La street art è luogo delle immagini, non nel senso in cui le immagini rimandano a dei luoghi per evocazione, ma nel senso in cui, per osmosi, le immagini diventano gli spazi stessi in cui insistono e gli spazi sono le immagini che li incorporano. Dei luoghi, le opere di street art ricordano o ridefiniscono l’identità, li incorniciano, li aggiornano, li riattivano, li proiettano e collegano con altre realtà e con altri spazi, siano essi reali o virtuali. Fondamentalmente la street art è un’oper-azione nello spazio e, come tale, ha delle implicazioni socio-antropologiche che ne spiegano la funzione e la funzionalità.

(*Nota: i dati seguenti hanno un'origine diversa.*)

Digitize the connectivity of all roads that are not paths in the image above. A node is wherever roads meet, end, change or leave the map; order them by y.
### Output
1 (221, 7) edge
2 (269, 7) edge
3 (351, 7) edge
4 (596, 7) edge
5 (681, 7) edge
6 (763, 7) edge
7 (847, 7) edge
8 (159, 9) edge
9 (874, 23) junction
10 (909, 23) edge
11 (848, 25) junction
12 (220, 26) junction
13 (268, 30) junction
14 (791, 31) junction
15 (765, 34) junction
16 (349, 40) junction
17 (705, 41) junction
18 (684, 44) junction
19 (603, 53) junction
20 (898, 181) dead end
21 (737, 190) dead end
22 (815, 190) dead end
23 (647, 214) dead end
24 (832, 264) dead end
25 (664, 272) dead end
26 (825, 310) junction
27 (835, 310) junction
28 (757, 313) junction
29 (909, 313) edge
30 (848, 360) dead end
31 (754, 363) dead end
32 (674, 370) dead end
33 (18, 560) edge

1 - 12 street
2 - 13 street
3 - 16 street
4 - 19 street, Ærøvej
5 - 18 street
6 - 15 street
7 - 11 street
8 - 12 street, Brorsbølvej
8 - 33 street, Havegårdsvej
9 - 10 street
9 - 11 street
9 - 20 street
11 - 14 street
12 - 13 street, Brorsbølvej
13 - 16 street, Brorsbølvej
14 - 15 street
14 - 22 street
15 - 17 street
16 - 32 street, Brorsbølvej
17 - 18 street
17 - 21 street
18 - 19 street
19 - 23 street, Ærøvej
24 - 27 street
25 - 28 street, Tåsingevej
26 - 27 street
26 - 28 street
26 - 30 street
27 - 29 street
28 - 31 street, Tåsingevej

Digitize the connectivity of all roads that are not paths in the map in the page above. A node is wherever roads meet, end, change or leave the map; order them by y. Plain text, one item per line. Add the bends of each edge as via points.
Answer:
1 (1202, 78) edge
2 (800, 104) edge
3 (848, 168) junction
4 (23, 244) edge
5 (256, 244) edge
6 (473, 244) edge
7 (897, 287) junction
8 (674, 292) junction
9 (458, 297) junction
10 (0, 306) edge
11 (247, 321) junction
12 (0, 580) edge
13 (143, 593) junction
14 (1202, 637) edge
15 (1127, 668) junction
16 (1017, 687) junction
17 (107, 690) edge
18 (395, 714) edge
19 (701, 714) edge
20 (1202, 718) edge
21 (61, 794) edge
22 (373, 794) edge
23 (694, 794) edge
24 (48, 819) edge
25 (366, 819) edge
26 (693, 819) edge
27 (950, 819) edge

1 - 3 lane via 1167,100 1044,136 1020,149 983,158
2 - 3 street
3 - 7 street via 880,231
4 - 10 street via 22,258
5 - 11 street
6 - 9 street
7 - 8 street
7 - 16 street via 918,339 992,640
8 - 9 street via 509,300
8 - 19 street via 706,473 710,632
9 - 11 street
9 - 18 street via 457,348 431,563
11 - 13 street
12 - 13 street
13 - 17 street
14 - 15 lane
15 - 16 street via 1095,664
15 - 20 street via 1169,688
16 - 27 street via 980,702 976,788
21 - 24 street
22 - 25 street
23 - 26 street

Sviluppatasi negli anni Settanta e Ottanta del secolo scorso negli Stati Uniti e in Europa, la street art è oggi un fenomeno visuale globale e intermediale. Si fa spazio in Italia negli anni Novanta e Duemila, interessando dapprima Milano, Bologna, Torino e Roma, per spingersi in seguito verso sud dove trova in Napoli e Palermo le sue espressioni più importanti e consistenti.

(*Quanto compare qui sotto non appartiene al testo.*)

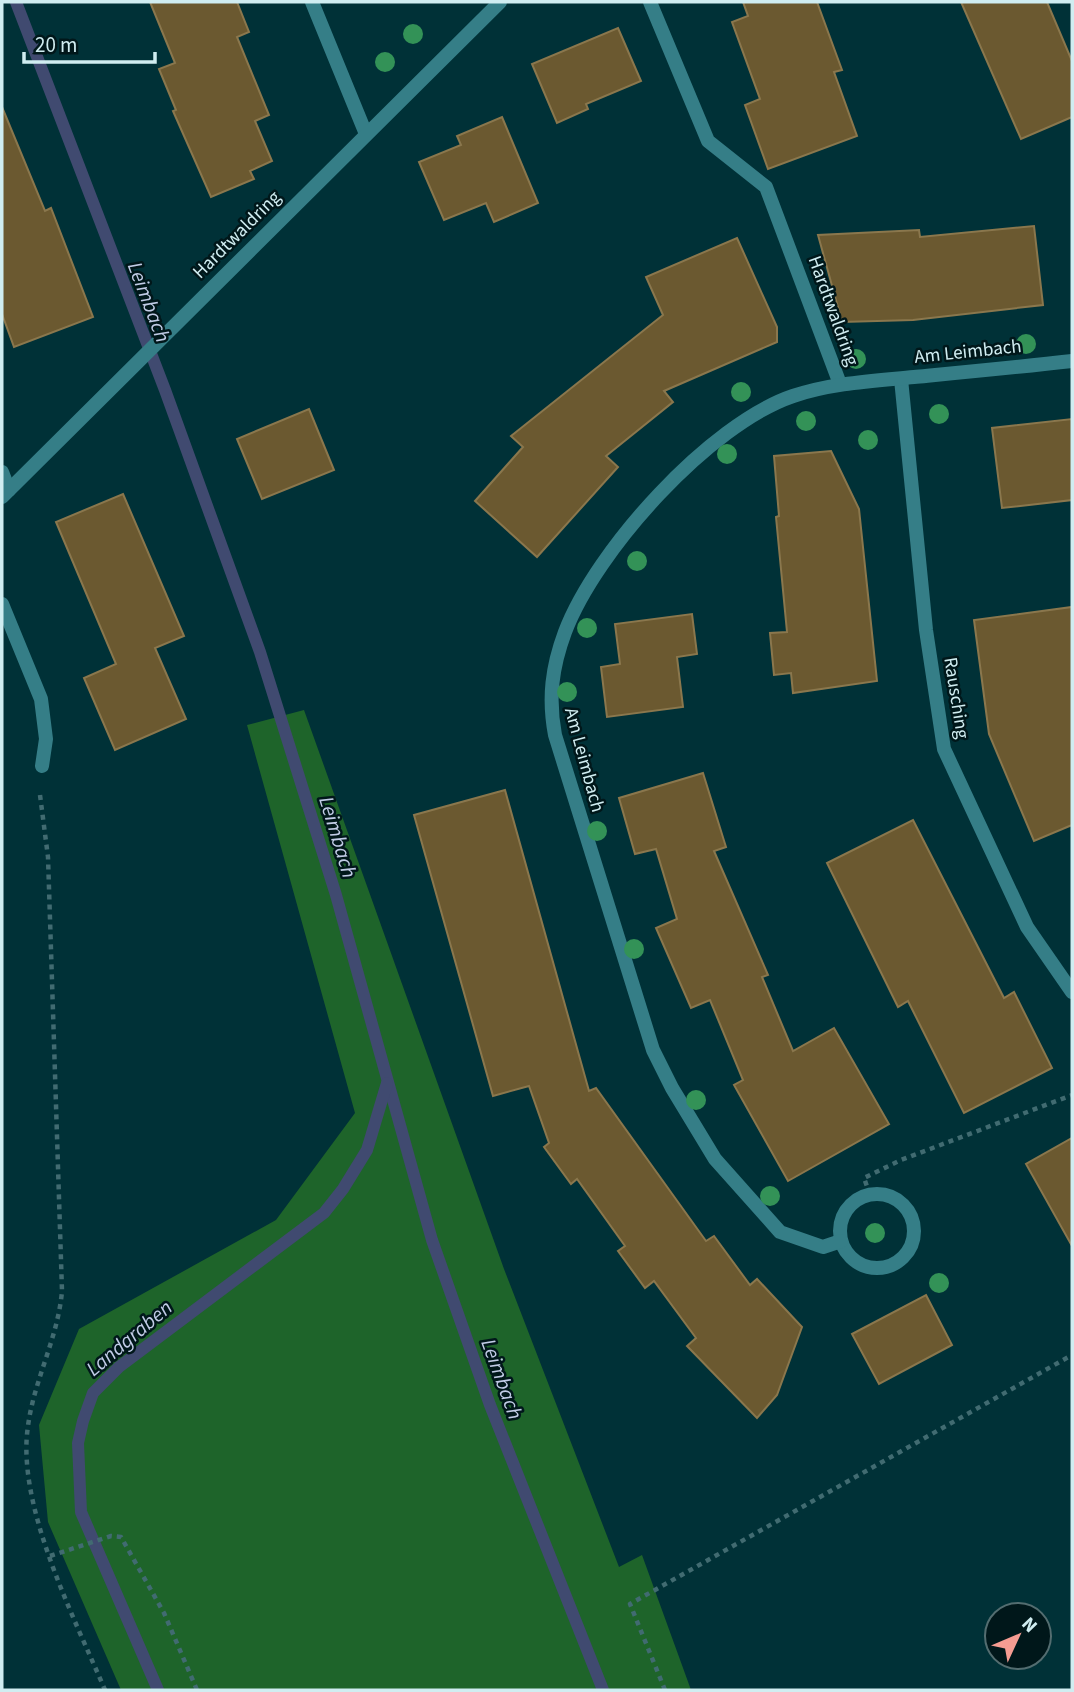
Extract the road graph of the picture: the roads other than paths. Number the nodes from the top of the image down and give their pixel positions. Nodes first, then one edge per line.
1 (312, 2) edge
2 (500, 2) edge
3 (649, 2) edge
4 (366, 134) junction
5 (1072, 361) edge
6 (901, 379) junction
7 (839, 384) junction
8 (2, 472) edge
9 (6, 493) edge
10 (2, 604) edge
11 (42, 766) road end
12 (1072, 992) edge
13 (841, 1241) junction

1 - 4 street
2 - 4 street, Hardtwaldring
3 - 7 street, Hardtwaldring
4 - 9 street, Hardtwaldring
5 - 6 street, Am Leimbach
6 - 7 street, Am Leimbach
6 - 12 street, Rausching
7 - 13 street, Am Leimbach
8 - 9 street
10 - 11 street
13 - 13 street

Graffiti, stickers, poster, stencil, forme diverse di muralismo artistico, operazioni di bricolage consistenti nella trasformazione artistica di comuni oggetti urbani come segnali stradali, fontane, o strisce pedonali, rendono le città dei veri e propri musei all’aperto dove si ripristinano immaginari e memorie sommerse, oppure si innescano processi di immaginazione inedita con inevitabili effetti sulla comunità, che così viene pienamente ed effettivamente coinvolta in tali dinamiche, e sui fruitori tout court. Per il suo carattere spesso effimero, la street art ha dovuto, e deve, necessariamente rendersi visibile in media diversi. La fotografia è il mezzo più diretto ed efficace che sin dagli esordi della street art ha permesso la salvaguardia storico-visuale delle molte opere prodotte. Grazie alla fotografia, dunque, la street art è fruibile in più media: musei, gallerie, riviste, video, web nelle sue svariate forme di condivisione come piattaforme di immagini, blog e social network, che diventano gli “altri luoghi” della ricezione di street art e spesso, nei casi in cui le immagini vengono cancellate, gli unici possibili.

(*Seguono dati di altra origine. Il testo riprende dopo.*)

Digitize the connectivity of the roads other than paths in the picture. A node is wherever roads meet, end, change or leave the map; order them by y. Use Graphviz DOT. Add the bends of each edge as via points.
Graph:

Alleg, Borgo Nuovo Palermo, 2015 (ph. Filippi)

Alleg, Borgo Nuovo, Palermo, 2015 (ph. Filippi)

Una lettura eterogenea e densa dei luoghi della street art siciliana ci viene offerta da un testo pubblicato nell’aprile di quest’anno che, in pochi mesi, ha riscosso un notevole e favorevole successo di critica, come pure un considerevole numero di lettori: Street Art in Sicilia. Guida ai luoghi e alle opere, edito da Dario Flaccovio. Il buon esito del volume non è solo legato all’idea di creare una guida pratica e agevole dei luoghi e delle opere di street art in Sicilia per viaggiatori curiosi, appassionati d’arte e turisti – che ne sono i maggiori fruitori –, ma anche alla triplice autorialità del testo redatto da studiosi e interpreti appassionati dell’argomento. Mauro Filippi, architetto e fotografo, Marco Mondino, semiologo e dottore di ricerca in Studi Culturali Europei, Luisa Tuttolomondo, sociologa e dottore di ricerca in Pianificazione e Politiche Pubbliche del Territorio.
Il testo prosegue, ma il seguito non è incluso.